Lauren Beukes
- Text by Kate Loftus-O'Brien
- Photography by Ulrich Knoblauch
Broken Monsters opens with a body, or two, depending on how you look at it. A young boy’s torso has been fused with the legs of a deer using transglutaminase (that’s “meat glue” to you and me).
What follows is relayed through the eyes of a number of characters, all of whom South African novelist Lauren Beukes inhabits with the ease of a writer at the top of her game.
There’s Detective Gabi Versado and her paedophile-baiting teenage daughter, a desperate blogger looking for a scoop, a squatter and the murderer himself.
Soon we’re racing at breakneck pace through dark corridors and consciousnesses, via art parties and Detroit’s derelicts. It’s not long before heads start hitting the floor ‘with the bright smack of a score at the coconut shy’.
Beukes is a post-modern polyglot who seamlessly weaves Facebook comments, Reddit threads and teenage text messages into the narrative as the investigation escalates, exploring how these new modes of communication might be altering the way we see the world, and transforming our ethical sensibilities.
Had you been to Detroit before you decided to set the novel there? How did you go about researching and getting to know the city?
I hadn’t been to Detroit before, but I’d obviously seen any number of evocative photographs of decay, I wanted to get underneath the ruin porn façade.
Detroit is interesting for being such a symbolic place. You can hold up the city as a symptom of everything that’s wrong with America (or the world). But the reality is that it’s a lot more than that, symbols have unexpected depths that defy easy clichés and that can be very uncomfortable. We want things to mean something, but cities are much messier and more complicated.
I read a lot about Detroit, followed people on Twitter, and blogs like CurbedDetroit or PositiveDetroit, keept up with news stories, read books including Charlie leDuff’s Detroit: An American Autopsy and Mark Binelli’s Detroit City Is The Place To Be and my favourite, John Carlisle’s 313: Life In the Motor City, which features wonderful biographies and photographs of ordinary people.
I also went there on two separate research trips just over a year apart at the beginning of the novel, to get a sense of the city, and near the end, to fill in the gaps.
I interviewed homicide detectives and teen theatre geeks, I worked in a soup kitchen for a morning and shared food with people living on the street and listened to their stories, hung out with artists and photographers and journalists and insisted that they take me round and show me their Detroit: from the places everyone goes, like the ruins of the Packard plant, to a homicide detective’s favourite lunch spot. Those personal perspectives on the city cracked it open for me.
The book made me think about the double standard in which violence is accepted in ‘high culture’ but blamed for condoning violence in pop culture (especially video games). What’s your perspective on the relationship between violence and art?

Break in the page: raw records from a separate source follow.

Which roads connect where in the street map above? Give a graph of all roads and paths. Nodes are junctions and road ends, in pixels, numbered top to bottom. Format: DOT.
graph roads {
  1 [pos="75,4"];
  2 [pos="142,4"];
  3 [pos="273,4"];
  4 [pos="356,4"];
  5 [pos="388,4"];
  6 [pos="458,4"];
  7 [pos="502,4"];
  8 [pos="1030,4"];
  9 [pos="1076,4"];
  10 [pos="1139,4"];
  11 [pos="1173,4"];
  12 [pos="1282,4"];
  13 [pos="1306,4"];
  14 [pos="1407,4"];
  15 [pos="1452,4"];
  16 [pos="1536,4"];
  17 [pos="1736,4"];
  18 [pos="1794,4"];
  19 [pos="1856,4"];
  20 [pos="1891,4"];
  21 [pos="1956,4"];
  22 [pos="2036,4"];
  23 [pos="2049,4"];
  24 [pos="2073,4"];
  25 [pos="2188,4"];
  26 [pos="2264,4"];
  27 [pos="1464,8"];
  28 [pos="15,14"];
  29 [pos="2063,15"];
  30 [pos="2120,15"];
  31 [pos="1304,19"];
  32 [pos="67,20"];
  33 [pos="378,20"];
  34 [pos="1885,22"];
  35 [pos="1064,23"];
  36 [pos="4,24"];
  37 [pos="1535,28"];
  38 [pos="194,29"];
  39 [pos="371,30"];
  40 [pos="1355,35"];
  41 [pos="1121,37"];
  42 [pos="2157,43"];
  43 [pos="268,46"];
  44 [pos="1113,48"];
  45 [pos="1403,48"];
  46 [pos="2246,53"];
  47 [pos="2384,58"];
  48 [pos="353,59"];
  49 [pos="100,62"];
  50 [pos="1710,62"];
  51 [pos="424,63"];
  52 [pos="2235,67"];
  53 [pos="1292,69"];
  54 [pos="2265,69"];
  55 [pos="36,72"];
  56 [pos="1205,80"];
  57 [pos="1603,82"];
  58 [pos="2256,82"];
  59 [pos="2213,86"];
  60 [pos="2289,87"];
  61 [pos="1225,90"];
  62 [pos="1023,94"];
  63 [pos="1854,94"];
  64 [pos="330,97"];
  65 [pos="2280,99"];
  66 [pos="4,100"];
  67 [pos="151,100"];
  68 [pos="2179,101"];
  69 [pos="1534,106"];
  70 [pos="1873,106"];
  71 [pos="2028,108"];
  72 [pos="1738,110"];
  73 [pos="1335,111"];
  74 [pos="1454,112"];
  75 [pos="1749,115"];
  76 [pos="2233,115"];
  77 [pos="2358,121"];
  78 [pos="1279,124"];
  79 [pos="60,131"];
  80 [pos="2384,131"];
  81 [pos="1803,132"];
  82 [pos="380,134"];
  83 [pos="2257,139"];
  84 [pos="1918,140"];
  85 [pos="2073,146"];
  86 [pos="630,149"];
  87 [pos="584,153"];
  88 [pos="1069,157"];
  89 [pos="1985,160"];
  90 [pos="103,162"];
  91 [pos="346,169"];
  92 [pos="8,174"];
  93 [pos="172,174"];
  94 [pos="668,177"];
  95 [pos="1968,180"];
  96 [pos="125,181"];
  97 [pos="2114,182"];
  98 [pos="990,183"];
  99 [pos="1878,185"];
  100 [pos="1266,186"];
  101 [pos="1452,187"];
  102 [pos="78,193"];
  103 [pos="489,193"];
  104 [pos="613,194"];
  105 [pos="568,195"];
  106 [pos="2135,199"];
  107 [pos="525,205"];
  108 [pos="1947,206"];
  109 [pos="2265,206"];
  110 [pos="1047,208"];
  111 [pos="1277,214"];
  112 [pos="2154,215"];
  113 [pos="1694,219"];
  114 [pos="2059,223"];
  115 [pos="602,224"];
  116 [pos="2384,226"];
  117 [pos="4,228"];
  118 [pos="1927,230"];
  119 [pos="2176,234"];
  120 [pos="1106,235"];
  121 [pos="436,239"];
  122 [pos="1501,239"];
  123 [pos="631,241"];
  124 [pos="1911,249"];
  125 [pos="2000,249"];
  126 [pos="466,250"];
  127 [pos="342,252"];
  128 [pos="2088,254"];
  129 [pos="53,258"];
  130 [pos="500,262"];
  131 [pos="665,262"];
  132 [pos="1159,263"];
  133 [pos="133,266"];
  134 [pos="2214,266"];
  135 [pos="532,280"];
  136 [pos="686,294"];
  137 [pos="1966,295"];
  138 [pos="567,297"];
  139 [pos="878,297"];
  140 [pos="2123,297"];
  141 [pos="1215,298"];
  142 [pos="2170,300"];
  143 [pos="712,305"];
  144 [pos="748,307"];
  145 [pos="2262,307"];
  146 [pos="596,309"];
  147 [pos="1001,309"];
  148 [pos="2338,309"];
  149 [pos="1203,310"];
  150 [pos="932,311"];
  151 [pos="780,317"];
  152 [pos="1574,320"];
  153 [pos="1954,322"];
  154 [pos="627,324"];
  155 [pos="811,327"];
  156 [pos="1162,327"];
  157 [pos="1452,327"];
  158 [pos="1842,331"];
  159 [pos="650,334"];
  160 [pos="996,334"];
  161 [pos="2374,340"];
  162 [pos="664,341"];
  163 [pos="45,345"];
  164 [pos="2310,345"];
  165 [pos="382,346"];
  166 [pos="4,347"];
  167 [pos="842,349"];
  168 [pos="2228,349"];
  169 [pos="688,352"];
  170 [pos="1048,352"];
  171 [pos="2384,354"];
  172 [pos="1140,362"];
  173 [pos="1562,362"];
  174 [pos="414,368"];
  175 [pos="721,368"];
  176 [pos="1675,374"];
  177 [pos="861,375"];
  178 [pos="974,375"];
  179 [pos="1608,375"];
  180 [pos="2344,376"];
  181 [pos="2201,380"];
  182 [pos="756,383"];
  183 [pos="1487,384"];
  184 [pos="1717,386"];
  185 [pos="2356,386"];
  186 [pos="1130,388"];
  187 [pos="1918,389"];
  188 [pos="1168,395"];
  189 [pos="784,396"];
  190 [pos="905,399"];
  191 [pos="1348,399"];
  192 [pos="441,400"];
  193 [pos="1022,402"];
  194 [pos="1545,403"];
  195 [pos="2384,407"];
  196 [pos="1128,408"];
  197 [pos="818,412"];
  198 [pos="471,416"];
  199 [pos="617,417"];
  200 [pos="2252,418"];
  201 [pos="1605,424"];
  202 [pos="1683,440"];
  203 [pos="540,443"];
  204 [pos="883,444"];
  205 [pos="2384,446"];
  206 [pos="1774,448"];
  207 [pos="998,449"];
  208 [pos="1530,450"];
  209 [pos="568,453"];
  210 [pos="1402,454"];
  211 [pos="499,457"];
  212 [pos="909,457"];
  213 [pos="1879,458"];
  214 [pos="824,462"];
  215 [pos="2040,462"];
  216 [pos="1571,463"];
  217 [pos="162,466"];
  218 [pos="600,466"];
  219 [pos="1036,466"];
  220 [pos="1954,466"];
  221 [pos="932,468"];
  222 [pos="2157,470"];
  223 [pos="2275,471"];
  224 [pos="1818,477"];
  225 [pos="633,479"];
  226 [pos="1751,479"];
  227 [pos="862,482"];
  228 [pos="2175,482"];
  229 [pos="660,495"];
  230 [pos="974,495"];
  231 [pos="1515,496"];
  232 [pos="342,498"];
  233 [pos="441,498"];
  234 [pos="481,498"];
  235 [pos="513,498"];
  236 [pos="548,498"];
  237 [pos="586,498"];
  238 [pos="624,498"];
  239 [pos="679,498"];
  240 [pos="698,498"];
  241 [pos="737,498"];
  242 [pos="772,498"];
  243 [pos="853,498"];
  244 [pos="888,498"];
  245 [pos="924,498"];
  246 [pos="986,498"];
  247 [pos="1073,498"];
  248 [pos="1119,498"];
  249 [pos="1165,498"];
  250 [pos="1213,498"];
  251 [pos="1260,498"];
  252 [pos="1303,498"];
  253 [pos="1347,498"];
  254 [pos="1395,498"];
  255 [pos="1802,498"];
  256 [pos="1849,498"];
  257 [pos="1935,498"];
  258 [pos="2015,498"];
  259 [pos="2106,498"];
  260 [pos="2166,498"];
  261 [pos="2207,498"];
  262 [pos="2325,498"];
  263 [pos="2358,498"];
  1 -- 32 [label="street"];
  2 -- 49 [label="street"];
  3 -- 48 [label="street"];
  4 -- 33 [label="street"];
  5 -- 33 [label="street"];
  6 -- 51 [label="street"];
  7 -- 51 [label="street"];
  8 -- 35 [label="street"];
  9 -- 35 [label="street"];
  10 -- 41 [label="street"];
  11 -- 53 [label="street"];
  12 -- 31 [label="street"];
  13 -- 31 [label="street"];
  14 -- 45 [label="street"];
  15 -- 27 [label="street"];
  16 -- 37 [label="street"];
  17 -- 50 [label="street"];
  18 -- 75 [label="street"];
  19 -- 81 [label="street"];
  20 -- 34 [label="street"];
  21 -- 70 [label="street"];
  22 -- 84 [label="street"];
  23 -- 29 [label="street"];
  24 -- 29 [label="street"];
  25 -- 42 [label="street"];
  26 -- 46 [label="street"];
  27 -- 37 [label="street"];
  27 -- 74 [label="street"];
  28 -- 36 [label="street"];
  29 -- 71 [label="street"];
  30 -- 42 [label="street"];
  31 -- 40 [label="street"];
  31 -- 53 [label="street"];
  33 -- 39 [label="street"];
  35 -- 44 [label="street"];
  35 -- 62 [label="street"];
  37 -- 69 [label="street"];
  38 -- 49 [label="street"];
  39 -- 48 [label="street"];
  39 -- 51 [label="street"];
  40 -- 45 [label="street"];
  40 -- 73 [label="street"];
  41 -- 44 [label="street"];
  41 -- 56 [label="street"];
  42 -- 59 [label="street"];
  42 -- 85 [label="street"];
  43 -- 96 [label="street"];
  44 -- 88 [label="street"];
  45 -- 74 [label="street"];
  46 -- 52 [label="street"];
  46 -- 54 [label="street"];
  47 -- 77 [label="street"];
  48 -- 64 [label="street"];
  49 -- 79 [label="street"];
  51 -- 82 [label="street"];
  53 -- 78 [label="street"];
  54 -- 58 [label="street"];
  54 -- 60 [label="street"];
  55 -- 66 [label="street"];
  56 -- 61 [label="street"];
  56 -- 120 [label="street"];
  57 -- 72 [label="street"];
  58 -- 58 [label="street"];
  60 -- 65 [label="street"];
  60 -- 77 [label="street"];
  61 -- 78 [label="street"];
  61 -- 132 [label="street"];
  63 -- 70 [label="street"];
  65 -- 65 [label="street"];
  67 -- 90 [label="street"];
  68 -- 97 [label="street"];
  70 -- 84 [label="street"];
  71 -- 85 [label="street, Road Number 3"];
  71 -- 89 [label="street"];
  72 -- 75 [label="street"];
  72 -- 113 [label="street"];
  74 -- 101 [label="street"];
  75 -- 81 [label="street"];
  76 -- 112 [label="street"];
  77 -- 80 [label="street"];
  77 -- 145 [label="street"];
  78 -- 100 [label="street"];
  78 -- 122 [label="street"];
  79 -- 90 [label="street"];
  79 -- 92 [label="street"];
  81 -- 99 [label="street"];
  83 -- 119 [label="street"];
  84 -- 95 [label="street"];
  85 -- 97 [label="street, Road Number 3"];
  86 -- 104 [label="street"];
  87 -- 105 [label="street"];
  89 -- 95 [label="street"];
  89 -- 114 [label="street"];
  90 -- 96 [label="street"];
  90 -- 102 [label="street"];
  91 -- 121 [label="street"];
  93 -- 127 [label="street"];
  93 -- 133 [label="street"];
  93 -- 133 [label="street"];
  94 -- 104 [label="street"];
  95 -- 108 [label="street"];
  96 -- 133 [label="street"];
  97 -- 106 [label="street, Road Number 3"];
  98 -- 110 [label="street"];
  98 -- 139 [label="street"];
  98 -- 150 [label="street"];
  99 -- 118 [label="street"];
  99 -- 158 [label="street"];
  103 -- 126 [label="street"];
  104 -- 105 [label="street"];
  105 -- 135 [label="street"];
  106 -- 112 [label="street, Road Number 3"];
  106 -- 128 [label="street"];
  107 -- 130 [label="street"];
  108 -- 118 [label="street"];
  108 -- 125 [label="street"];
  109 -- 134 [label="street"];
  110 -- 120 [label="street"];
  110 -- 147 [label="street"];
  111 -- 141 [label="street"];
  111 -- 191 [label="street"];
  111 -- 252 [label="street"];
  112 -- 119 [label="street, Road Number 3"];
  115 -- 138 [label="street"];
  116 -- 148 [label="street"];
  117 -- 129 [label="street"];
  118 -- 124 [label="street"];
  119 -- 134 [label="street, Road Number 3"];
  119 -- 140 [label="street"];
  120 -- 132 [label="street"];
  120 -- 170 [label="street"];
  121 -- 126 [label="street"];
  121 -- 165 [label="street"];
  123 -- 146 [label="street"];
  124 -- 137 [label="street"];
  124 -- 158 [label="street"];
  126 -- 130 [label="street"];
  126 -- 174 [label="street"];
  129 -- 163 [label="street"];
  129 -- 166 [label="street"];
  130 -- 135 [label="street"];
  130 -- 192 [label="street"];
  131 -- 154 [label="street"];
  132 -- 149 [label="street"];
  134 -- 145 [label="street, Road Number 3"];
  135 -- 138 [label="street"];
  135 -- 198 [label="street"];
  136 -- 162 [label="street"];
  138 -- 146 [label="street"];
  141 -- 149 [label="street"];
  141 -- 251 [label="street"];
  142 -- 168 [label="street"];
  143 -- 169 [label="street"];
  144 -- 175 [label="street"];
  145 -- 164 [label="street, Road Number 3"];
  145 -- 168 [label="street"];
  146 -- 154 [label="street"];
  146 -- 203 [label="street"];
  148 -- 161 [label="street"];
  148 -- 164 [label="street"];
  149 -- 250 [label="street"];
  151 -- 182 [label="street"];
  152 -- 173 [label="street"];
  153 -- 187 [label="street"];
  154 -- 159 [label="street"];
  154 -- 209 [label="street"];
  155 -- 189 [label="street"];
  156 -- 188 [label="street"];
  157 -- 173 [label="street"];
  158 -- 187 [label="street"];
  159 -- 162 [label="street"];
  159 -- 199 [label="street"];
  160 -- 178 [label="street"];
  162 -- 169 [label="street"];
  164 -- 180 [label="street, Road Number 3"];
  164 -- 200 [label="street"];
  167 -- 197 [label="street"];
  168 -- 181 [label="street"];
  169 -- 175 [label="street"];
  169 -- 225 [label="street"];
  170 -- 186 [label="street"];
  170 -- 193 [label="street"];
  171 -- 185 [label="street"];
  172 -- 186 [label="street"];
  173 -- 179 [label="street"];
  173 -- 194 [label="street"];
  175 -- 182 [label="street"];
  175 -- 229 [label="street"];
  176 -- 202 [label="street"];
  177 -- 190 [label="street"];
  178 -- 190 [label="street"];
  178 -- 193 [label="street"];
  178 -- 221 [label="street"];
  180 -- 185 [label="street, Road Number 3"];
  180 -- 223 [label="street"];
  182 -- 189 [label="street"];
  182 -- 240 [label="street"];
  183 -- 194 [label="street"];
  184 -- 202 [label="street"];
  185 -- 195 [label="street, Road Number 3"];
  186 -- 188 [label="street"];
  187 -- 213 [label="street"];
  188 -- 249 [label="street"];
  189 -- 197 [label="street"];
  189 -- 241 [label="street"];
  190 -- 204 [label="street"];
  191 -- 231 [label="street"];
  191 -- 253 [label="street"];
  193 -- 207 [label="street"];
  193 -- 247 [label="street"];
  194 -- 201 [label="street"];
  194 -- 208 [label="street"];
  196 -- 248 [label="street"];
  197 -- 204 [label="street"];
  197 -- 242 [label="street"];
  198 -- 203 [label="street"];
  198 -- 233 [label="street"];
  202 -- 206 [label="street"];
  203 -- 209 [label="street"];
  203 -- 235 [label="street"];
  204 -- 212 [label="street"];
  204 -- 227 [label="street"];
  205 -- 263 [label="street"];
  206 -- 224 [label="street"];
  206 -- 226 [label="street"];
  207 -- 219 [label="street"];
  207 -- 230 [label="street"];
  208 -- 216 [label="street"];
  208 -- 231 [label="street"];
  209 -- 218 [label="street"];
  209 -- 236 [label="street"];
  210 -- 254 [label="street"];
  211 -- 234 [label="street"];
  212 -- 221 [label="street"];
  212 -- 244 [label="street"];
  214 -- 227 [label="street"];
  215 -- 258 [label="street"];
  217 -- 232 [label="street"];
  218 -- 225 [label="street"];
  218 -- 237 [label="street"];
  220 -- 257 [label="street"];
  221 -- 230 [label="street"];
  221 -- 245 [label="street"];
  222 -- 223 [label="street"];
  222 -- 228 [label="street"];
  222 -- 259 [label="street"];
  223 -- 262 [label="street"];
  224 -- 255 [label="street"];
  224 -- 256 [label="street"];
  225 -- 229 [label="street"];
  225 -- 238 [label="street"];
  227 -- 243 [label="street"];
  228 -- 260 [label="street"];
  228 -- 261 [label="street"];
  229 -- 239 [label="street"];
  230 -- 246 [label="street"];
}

I think that’s exactly what I was trying to explore in the novel. Some people see psychologists, I work my issues out on the page. It’s all popular culture – Renoir or Reddit, Madame Butterfly or Metal Gear Solid – and we have been fascinated with violence in our art since the first hand clenched into the first fist. Art is reflection and id and dreaming and symbolism and what we make of it.
In a world that is so traumatised right now (and throughout all our history), art and stories allow us a way to look at the unbearable and maybe see it in a new way. We can turn off the news on Gaza or Boko Haram or Syria or the Ukraine, because it’s too much. Art gets past our defences.
I like art that manages to find humanity in the awfulness, compassion, humour. Relentless nihilism is a bit tedious and doesn’t get at the complexity of being alive in the world.
To break out that Nietzsche quote about how you shouldn’t stare into the abyss: I believe art has a moral obligation to confront the unknowable, and, hey, the worst thing you’ll find looking back is… us. There’s only us and everything we are capable of, all the wonder and whimsy and grace and horror and terror in the world and we have to be able to look at it. Art is a handy lens to do so.
Two of your previous books have been picked up by production companies and you’ve also worked as a scriptwriter for TV and film. Has this had an impact on the way you write fiction?
The books being optioned hasn’t affected the way I write, I’m not sitting there thinking about how the scene would play out if it were filmed with a low camera angle for maximum creepiness, I’m working out how it’s going to work for the story. But of course my former careers as a scriptwriter and a journalist have definitely influenced the way I write fiction, as does writing comics.
Writing for kids’ animation for five years, I had to learn to think visually and describe the scene very precisely for the poor bastard who had to animate it, keep the dialogue pacey and get to the action as fast as possible. You don’t have time to mess around in a six-minute script.
Journalism taught me an eye for surprising detail, to set the scene and to listen for the pull quotes of dialogue that tell you something about the speaker or their perspective on the world.
Novels are my favourite form of storytelling. They’re very personal – you climb right into someone’s head and infect them with your imagination, remixed and translated through theirs. That’s an incredibly powerful thing. I have to confess I like it.
Your novel seems to capture the zeitgeist with its inclusion of Reddit feeds and Facebook comments, for example. Was this a conscious choice?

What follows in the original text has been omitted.